The Area Problem
October 29, 2023
Last Friday, October 27, I tried a totally open-ended inquiry activity in Recitation which I called "The Area Problem". In the activity, students were given three identical "blobs" and told to estimate the area as best they could. But there were three rules:
Each group could only use objects that they had on their person, so group members had to pool their resources.
The only math they were allowed to use was numbers and basic operations: +, -, x, /.
They had to be able to state the area with some units of measurement.

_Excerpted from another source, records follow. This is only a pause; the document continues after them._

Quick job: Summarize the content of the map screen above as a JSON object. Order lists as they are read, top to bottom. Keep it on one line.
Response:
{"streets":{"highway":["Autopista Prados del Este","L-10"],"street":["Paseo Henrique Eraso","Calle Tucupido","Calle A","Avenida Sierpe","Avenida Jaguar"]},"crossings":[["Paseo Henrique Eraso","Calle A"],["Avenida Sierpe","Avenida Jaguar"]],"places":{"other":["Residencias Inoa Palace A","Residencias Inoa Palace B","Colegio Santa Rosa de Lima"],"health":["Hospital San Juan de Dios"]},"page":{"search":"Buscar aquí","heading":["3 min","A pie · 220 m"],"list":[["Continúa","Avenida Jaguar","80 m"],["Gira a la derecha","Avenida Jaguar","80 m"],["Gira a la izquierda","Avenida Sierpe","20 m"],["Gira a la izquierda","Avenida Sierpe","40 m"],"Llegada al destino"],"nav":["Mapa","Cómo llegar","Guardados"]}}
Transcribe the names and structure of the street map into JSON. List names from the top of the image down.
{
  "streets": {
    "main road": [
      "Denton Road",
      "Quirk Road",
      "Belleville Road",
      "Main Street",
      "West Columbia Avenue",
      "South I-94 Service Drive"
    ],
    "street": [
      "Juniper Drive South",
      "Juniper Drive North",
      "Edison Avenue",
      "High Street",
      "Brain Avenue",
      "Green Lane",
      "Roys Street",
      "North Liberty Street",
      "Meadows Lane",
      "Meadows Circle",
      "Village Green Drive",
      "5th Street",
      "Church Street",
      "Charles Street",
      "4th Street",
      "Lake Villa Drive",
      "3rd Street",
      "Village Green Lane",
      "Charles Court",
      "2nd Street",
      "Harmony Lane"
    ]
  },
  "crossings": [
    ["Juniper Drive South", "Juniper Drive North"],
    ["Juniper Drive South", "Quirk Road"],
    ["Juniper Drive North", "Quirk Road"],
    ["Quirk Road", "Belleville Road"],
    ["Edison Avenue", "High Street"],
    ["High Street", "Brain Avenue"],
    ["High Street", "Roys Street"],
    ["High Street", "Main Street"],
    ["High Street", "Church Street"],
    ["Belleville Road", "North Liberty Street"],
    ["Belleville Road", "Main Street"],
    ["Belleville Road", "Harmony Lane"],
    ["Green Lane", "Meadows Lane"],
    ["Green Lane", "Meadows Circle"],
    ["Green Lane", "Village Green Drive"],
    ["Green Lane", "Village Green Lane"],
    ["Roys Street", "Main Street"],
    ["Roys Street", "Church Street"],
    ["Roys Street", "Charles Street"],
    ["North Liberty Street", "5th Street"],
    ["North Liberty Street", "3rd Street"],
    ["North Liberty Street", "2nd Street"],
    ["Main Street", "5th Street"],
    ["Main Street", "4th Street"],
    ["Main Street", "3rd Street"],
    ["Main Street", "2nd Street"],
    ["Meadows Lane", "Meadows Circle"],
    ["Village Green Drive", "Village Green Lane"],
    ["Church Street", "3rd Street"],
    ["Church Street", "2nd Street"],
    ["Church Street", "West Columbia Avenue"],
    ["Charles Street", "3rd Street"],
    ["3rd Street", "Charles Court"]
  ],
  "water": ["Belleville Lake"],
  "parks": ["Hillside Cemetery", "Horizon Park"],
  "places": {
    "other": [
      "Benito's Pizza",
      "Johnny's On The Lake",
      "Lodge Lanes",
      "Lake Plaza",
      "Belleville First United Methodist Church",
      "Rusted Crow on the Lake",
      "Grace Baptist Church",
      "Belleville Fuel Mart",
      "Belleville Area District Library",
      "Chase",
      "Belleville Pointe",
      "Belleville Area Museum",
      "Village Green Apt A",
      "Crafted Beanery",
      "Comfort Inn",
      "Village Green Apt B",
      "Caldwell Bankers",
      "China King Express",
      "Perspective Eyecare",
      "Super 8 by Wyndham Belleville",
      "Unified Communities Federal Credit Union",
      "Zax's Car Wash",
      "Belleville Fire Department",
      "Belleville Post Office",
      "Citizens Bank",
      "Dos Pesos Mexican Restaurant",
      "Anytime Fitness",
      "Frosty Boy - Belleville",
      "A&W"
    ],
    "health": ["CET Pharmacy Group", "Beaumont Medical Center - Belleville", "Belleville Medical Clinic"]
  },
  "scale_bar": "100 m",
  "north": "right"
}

Some common solutions were the iPhone dimension app, airpod cases, and pen caps. One group got really creative and imagined that the blob was deformed into a square. They attempted to come up with area based on the perimeter (which they measured using a headphone cable). One other creative group used cough drops, and another Altoids.
On the other hand, there were some students who had calculus in high school and immediately tried to use Riemann sums (through graph paper, a ruler, etc). These students were resistant to using any other estimation method because they felt Riemann Sums were "the right way" to do it.
It was super interesting to see these different approaches, and overall, I think the activity was a success, especially for it being the day after their Unit 3 Test, which was mildly brain-frying, as the Calculus I Unit 3 Test tends to be. There just isn't a good way to make a short test on those concepts, because so many of them are important applications.